Fitch put the NBA’s league-wide revolving facility borrowings, and bonds backed by revenue at the two basketball arenas, on negative watch after the league canceled the remainder of its pre-season games last week, according to Fitch director Chad Lewis.

The Staples Center’s $234 million of revenue-backed bonds and the Pepsi Center’s $46.7 million of revenue-backed bonds are rated BBB-plus and BBB-minus, respectively, according to the report. The NBA’s $957 million revolving facility borrowings and $1.34 billion senior notes are rated BBB-plus.

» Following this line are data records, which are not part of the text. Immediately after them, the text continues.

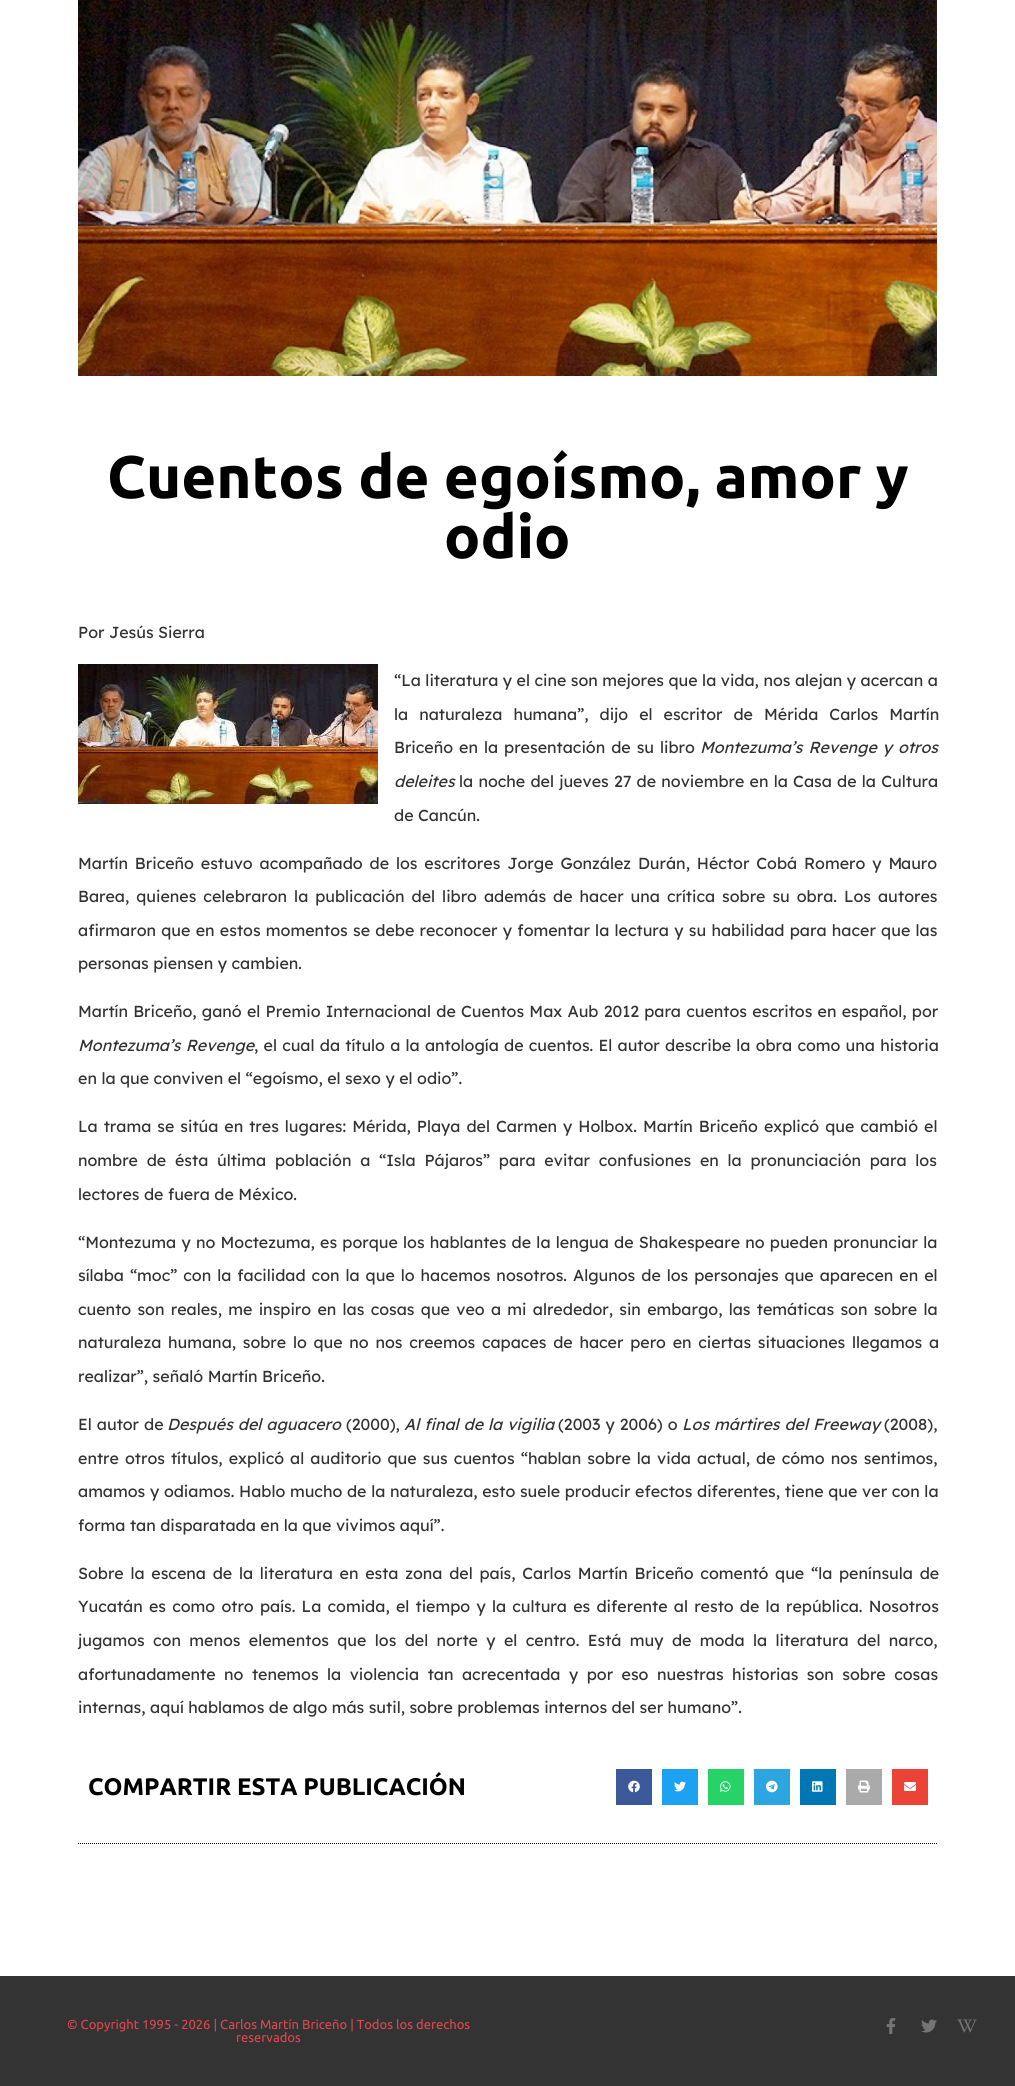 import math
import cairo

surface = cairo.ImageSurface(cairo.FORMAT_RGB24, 1015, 2086)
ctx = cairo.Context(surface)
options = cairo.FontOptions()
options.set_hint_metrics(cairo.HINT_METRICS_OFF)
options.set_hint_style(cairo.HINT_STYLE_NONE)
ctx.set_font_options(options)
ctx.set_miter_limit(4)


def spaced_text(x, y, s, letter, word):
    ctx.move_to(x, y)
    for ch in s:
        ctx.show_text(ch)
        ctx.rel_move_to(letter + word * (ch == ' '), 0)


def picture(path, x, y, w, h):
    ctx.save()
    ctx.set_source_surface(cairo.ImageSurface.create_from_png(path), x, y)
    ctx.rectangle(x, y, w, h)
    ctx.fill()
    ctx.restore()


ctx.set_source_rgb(1, 1, 1)
ctx.paint()
picture("img1.png", 78, 0, 859, 376)
ctx.select_font_face("Ubuntu", cairo.FONT_SLANT_NORMAL, cairo.FONT_WEIGHT_BOLD)
ctx.set_font_size(60)
ctx.set_source_rgb(0, 0, 0)
ctx.move_to(107, 498)
ctx.show_text("Cuentos de egoísmo, amor y")
ctx.move_to(444, 558)
ctx.show_text("odio")
ctx.select_font_face("Lexend Deca")
ctx.set_font_size(16)
ctx.set_source_rgb(0.2, 0.2, 0.2)
ctx.move_to(78, 638)
ctx.show_text("Por Jesús Sierra")
picture("img2.png", 78, 664, 300, 140)
ctx.move_to(394, 686)
ctx.show_text("“La literatura y el cine son mejores que la vida, nos alejan y acercan a")
spaced_text(394, 720, "la naturaleza humana”, dijo el escritor de Mérida Carlos Martín", 0, 6.5)
spaced_text(394, 753, "Briceño en la presentación de su libro", 0, 1.5)
ctx.select_font_face("Lexend Deca", cairo.FONT_SLANT_ITALIC)
spaced_text(700, 753, "Montezuma’s Revenge y otros", 0, 1.5)
ctx.move_to(394, 787)
ctx.show_text("deleites")
ctx.select_font_face("Lexend Deca")
spaced_text(459, 787, "la noche del jueves 27 de noviembre en la Casa de la Cultura", 0, 0.75)
ctx.move_to(394, 821)
ctx.show_text("de Cancún.")
spaced_text(78, 869, "Martín Briceño estuvo acompañado de los escritores Jorge González Durán, Héctor Cobá Romero y M", 0, 2.4)
ctx.move_to(901, 869)
ctx.show_text("auro")
spaced_text(78, 902, "Barea, quienes celebraron la publicación del libro además de hacer una crítica sobre su obra. Los au", 0, 2.5)
ctx.move_to(898, 902)
ctx.show_text("tores")
spaced_text(78, 936, "afirmaron que en estos momentos se debe reconocer y fomentar la lectura y su habilidad para hacer que las", 0, 0.8)
ctx.move_to(78, 969)
ctx.show_text("personas piensen y cambien.")
spaced_text(78, 1017, "Martín Briceño, ganó el Premio Internacional de Cuentos Max Aub 2012 para cuentos escritos en español, por", 0, 0.75)
ctx.select_font_face("Lexend Deca", cairo.FONT_SLANT_ITALIC)
spaced_text(78, 1051, "Montezuma’s Revenge", 0, 0.75)
ctx.select_font_face("Lexend Deca")
spaced_text(254, 1051, ", el cual da título a la antología de cuentos. El autor describe la obra como una historia", 0, 0.75)
ctx.move_to(78, 1084)
ctx.show_text("en la que conviven el “egoísmo, el sexo y el odio”.")
spaced_text(78, 1132, "La trama se sitúa en tres lugares: Mérida, Playa del Carmen y Holbox. Martín Briceño explicó que cambió el", 0, 1.5)
spaced_text(78, 1166, "nombre de ésta última población a “Isla Pájaros” para evitar confusiones en la pronunciación para los", 0, 4.25)
ctx.move_to(78, 1200)
ctx.show_text("lectores de fuera de México.")
spaced_text(78, 1248, "“Montezuma y no Moctezuma, es porque los hablantes de la lengua de Shakespeare no pueden pronunciar la", 0, 0.75)
spaced_text(78, 1281, "sílaba “moc” con la facilidad con la que lo hacemos nosotros. Algunos de los personajes que aparecen en el", 0, 1.5)
spaced_text(78, 1315, "cuento son reales, me inspiro en las cosas que veo a mi alrededor, sin embargo, las temáticas son sobre la", 0, 1.8)
spaced_text(78, 1348, "naturaleza humana, sobre lo que no nos creemos capaces de hacer pero en ciertas situaciones llegamos a", 0, 2.25)
ctx.move_to(78, 1382)
ctx.show_text("realizar”, señaló Martín Briceño.")
spaced_text(78, 1430, "El autor de", 0, 0.5)
ctx.select_font_face("Lexend Deca", cairo.FONT_SLANT_ITALIC)
spaced_text(167, 1430, "Después del aguacero", 0, 0.5)
ctx.select_font_face("Lexend Deca")
ctx.move_to(346, 1430)
ctx.show_text("(2000),")
ctx.select_font_face("Lexend Deca", cairo.FONT_SLANT_ITALIC)
spaced_text(404, 1430, "Al final de la vigilia", 0, 0.5)
ctx.select_font_face("Lexend Deca")
spaced_text(558, 1430, "(2003 y 2006) o", 0, 0.5)
ctx.select_font_face("Lexend Deca", cairo.FONT_SLANT_ITALIC)
spaced_text(682, 1430, "Los mártires del Freeway", 0, 0.5)
ctx.select_font_face("Lexend Deca")
ctx.move_to(884, 1430)
ctx.show_text("(2008),")
spaced_text(78, 1464, "entre otros títulos, explicó al auditorio que sus cuentos “hablan sobre la vida actual, de cómo nos sentimos,", 0, 1.6)
spaced_text(78, 1497, "amamos y odiamos. Hablo mucho de la naturaleza, esto suele producir efectos diferentes, tiene que ver con la", 0, 0.2)
ctx.move_to(78, 1531)
ctx.show_text("forma tan disparatada en la que vivimos aquí”.")
spaced_text(78, 1579, "Sobre la escena de la literatura en esta zona del país, Carlos Martín Briceño comentó que “la península de", 0, 2.25)
spaced_text(78, 1612, "Yucatán es como otro país. La comida, el tiempo y la cultura es diferente al resto de la república. Nosotros", 0, 1.75)
spaced_text(78, 1646, "jugamos con menos elementos que los del norte y el centro. Está muy de moda la literatura del narco,", 0, 3.9)
spaced_text(78, 1680, "afortunadamente no tenemos la violencia tan acrecentada y por eso nuestras historias son sobre cosas", 0, 4)
ctx.move_to(78, 1713)
ctx.show_text("internas, aquí hablamos de algo más sutil, sobre problemas internos del ser humano”.")
ctx.select_font_face("Ubuntu", cairo.FONT_SLANT_NORMAL, cairo.FONT_WEIGHT_BOLD)
ctx.set_font_size(24)
ctx.set_source_rgb(0, 0, 0)
ctx.move_to(88, 1795)
ctx.show_text("COMPARTIR ESTA PUBLICACIÓN")
ctx.set_source_rgb(0.231, 0.349, 0.596)
ctx.rectangle(616, 1769, 36, 36)
ctx.fill()
picture("img3.png", 628, 1780, 12, 13)
ctx.set_source_rgb(0.114, 0.631, 0.949)
ctx.rectangle(662, 1769, 36, 36)
ctx.fill()
picture("img4.png", 674, 1781, 12, 11)
ctx.set_source_rgb(0.145, 0.827, 0.4)
ctx.rectangle(708, 1769, 36, 36)
ctx.fill()
picture("img5.png", 720, 1781, 11, 11)
ctx.set_source_rgb(0.173, 0.647, 0.878)
ctx.rectangle(754, 1769, 36, 36)
ctx.fill()
picture("img6.png", 766, 1780, 12, 13)
ctx.set_source_rgb(0, 0.467, 0.71)
ctx.rectangle(800, 1769, 36, 36)
ctx.fill()
picture("img7.png", 812, 1781, 11, 11)
ctx.set_source_rgb(0.667, 0.667, 0.667)
ctx.rectangle(846, 1769, 36, 36)
ctx.fill()
picture("img8.png", 858, 1780, 12, 13)
ctx.set_source_rgb(0.918, 0.263, 0.208)
ctx.rectangle(892, 1769, 36, 36)
ctx.fill()
picture("img9.png", 904, 1782, 12, 9)
ctx.new_path()
ctx.move_to(78, 1843.5)
ctx.line_to(938, 1843.5)
ctx.set_source_rgb(0, 0, 0)
ctx.set_line_width(1)
ctx.set_dash([1, 1])
ctx.stroke()
ctx.set_source_rgb(0.2, 0.2, 0.2)
ctx.rectangle(0, 1976, 1015, 110)
ctx.fill()
ctx.select_font_face("Ubuntu")
ctx.set_font_size(13)
ctx.set_source_rgb(0.882, 0.278, 0.302)
ctx.move_to(67, 2029)
ctx.show_text("© Copyright 1995 - 2026 | Carlos Martín Briceño | Todos los derechos")
ctx.move_to(236, 2042)
ctx.show_text("reservados")
picture("img10.png", 886, 2018, 10, 16)
picture("img11.png", 921, 2019, 16, 14)
picture("img12.png", 957, 2019, 20, 14)
surface.write_to_png("page.png")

Bonds backed by arena revenues tend to be considered riskier, because of the volatility of depending on ticket sales and other arena-related revenue for income, Lewis said.

Fitch is concerned if the contract issues aren’t ironed out, the league could end up with a repeat of the 1998-99 season when both sides failed to immediately reach an agreement and the season was shortened.

Lewis said he didn’t know how much lost income resulted from game cancellations in the 1990s.

Fitch tracks seven NBA arenas, but only two, the Staples Center and Pepsi Center, have publicly rated bonds. The $500 million in privately rated arena-revenue backed bonds with an NBA anchor tenant were also placed on negative rating watch.

Fitch will likely know within six months whether the season will be shortened — similar to the NBA’s 191-day work stoppage in 1998-99 when regular season games were reduced to 50 per team from 82 — or fully canceled, according to the rating report.

If a partial season occurs, Fitch analysts said they will evaluate the projected impact on league and arena finances and resolve the rating watch, the report states. If the season is cancelled, downward rating action may be warranted, according to analysts.

AEG, owner of the multi-use entertainment center L.A. Live that includes the Staples Center, has an agreement with Los Angeles officials to issue $250 million in bonds to raze part of the city’s convention center and build a National Football League stadium.

Michael Roth, an AEG spokesman failed to return calls.

Both the Staples Center and Pepsi Center benefit from having National Hockey League tenants in addition to the NBA franchises.